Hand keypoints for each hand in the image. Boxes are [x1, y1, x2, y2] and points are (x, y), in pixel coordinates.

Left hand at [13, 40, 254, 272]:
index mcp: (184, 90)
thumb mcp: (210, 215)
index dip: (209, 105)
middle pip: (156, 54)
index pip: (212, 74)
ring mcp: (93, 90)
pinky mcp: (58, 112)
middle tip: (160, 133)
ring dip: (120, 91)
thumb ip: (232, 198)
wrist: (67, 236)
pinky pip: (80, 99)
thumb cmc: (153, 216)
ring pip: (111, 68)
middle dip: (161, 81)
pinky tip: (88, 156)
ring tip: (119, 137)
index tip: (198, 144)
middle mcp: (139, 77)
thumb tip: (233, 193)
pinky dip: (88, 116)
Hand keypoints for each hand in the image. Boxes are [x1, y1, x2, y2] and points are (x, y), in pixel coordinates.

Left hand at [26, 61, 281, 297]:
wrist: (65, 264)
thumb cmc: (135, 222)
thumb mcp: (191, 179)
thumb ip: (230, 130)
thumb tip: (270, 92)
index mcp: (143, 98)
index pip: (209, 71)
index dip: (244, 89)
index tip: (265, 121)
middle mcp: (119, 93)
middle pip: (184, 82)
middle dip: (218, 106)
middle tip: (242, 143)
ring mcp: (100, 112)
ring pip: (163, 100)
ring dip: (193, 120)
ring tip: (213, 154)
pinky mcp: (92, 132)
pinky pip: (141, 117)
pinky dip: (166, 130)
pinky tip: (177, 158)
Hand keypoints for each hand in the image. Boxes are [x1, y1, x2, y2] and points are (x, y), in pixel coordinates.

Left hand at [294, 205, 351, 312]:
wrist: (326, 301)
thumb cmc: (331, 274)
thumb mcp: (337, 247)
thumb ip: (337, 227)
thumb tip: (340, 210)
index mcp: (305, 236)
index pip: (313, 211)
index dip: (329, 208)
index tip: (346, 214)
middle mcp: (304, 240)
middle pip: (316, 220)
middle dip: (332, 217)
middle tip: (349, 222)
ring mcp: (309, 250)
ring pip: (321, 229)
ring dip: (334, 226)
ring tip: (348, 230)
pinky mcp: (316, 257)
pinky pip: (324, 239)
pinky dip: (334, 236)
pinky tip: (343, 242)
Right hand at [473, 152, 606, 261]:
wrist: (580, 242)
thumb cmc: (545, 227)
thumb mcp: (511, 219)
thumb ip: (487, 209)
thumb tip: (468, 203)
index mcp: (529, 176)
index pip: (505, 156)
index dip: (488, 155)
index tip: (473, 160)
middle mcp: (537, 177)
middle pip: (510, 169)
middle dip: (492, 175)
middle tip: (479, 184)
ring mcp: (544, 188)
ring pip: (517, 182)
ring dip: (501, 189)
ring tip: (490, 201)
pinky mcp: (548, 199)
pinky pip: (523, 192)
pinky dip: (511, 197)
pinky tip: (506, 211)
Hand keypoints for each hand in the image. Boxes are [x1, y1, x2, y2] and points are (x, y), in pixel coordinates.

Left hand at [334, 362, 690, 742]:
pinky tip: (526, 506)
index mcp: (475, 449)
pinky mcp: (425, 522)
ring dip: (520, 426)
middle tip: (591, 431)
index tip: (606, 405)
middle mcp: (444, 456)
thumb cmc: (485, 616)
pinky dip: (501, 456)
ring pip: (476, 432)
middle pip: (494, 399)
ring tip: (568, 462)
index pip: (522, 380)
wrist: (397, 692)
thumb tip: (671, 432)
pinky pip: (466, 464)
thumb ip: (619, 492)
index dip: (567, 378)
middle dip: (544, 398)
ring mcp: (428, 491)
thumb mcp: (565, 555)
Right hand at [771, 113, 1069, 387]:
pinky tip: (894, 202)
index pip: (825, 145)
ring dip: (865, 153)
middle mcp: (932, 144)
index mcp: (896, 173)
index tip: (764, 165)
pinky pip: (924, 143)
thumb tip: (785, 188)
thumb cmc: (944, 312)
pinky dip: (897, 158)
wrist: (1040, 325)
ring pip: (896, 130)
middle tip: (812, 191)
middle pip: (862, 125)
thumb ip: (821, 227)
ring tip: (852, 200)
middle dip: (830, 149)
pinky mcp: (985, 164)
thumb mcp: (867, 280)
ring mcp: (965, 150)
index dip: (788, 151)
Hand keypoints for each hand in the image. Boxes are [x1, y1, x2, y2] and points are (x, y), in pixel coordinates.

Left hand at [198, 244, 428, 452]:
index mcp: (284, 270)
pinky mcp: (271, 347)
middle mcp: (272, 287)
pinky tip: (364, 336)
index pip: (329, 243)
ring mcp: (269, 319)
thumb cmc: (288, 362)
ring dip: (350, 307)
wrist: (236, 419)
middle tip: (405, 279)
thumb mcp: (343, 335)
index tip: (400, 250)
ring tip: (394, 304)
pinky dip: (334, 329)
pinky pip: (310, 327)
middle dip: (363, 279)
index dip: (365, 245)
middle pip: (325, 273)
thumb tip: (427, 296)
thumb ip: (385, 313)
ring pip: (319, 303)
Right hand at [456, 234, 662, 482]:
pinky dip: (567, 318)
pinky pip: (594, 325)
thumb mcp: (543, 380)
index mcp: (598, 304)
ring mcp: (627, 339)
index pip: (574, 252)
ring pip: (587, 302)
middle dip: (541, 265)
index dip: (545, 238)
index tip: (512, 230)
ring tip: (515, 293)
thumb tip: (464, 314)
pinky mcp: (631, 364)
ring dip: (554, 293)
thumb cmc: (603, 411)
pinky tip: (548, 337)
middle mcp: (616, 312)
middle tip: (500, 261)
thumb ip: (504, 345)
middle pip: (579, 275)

EXERCISE :: Present each line from the listing that holds the string "wrist".

EXERCISE RESPONSE ::
wrist: (67, 236)
wrist: (65, 264)
wrist: (326, 301)
wrist: (580, 242)
wrist: (397, 692)
wrist: (1040, 325)
wrist: (236, 419)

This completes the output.